Freitag, Oktober 18

Im Gefängnis war bisher noch kein amerikanischer Präsident. Aber die erste Frau, die für die Präsidentschaft kandidierte, verbrachte den Wahltag hinter Gittern.

Wahljahr oder nicht: Das Auge des Gesetzes ruhte unbestechlich auf dem Politiker, der erneut ins Weisse Haus gewählt zu werden hoffte. Der uniformierte Beamte des Metropolitan Police Department des District of Columbia, der Polizei der Stadt Washington, war nach seinen späteren Erinnerungen höflich, aber bestimmt: «Es tut mir sehr leid, Mr. President, dies zu tun, denn Sie sind das Oberhaupt der Nation, und ich bin nur ein Polizist, aber Pflicht ist Pflicht, und ich muss Sie verhaften.»
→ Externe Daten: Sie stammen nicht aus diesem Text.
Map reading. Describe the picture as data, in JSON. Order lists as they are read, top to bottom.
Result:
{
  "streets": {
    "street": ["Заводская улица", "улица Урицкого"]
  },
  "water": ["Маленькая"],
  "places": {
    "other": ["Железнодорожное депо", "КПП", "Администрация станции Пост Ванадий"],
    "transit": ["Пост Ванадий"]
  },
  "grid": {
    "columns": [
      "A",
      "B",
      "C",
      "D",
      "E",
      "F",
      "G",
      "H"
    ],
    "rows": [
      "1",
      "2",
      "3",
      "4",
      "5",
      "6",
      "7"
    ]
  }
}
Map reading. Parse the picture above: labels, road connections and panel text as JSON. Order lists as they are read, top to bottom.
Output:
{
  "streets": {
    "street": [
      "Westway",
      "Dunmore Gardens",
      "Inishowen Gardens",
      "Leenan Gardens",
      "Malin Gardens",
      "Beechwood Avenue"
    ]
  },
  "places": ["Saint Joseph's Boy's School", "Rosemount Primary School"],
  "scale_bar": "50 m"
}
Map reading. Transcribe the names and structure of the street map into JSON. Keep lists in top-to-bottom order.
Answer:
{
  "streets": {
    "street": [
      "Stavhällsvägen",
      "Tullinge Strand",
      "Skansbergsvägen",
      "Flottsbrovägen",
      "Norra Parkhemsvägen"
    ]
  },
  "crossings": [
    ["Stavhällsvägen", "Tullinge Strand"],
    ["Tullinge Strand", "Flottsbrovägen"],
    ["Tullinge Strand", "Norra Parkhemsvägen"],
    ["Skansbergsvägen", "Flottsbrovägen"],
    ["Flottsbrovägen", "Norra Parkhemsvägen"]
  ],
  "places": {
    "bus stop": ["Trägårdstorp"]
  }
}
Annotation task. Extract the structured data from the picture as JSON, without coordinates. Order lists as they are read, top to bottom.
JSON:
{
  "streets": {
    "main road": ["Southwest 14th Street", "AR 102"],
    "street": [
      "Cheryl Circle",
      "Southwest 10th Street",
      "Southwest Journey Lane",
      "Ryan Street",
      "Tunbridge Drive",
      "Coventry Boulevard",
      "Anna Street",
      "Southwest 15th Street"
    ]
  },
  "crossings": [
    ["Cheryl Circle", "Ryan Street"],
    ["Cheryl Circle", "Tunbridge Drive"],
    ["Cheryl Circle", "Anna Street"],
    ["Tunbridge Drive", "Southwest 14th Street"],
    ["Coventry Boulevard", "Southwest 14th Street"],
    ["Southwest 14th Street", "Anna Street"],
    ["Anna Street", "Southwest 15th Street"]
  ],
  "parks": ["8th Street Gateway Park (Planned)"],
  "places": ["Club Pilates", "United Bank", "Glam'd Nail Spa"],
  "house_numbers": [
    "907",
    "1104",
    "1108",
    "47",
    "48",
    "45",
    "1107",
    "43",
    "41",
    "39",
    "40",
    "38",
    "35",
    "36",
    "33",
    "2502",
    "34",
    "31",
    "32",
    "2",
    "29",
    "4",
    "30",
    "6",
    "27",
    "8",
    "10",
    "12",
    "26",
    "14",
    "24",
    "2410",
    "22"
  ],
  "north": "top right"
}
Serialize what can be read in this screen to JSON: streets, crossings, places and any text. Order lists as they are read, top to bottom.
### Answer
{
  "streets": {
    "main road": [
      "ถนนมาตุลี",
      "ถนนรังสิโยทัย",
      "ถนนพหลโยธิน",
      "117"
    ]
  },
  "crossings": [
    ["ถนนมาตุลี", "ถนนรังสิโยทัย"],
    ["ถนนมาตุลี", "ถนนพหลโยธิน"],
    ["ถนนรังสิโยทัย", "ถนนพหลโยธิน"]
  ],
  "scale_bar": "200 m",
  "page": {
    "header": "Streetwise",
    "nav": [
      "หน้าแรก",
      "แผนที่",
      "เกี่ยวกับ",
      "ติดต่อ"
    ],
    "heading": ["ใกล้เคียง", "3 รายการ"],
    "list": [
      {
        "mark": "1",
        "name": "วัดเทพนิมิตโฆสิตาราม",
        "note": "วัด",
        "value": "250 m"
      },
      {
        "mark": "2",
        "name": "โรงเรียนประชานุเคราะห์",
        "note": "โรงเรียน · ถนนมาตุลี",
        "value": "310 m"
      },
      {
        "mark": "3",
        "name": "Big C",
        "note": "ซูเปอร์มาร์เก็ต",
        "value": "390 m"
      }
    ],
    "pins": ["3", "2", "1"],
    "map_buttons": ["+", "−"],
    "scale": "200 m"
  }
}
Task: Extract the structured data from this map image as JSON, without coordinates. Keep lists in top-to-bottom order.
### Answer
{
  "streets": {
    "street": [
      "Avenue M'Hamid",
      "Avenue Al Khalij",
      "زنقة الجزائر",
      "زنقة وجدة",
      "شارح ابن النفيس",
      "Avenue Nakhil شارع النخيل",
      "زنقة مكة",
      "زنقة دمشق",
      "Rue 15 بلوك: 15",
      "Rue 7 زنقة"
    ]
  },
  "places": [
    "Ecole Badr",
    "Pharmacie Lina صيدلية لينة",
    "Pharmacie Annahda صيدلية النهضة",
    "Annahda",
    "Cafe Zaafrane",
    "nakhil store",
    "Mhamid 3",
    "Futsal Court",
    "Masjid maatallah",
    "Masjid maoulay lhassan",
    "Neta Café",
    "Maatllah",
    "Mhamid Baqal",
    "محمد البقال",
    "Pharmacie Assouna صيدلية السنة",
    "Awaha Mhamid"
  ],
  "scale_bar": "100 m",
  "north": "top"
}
Die Szene, deren Authentizität nicht ganz unumstritten ist, spielte sich 1872 ab. Der afroamerikanische Polizeibeamte William H. West stoppte den amtierenden Präsidenten der USA, Ulysses S. Grant, da dieser – nicht zum ersten Mal – viel zu schnell mit seinem Einspänner über eine belebte Washingtoner Strasse gefahren war. Grant sei mit zur Polizeiwache genommen worden und habe dort 20 Dollar Kaution bezahlt, sagt man. Damit blieb ihm eine Gefängnisstrafe erspart, und seiner Wiederwahl stand nichts mehr im Wege.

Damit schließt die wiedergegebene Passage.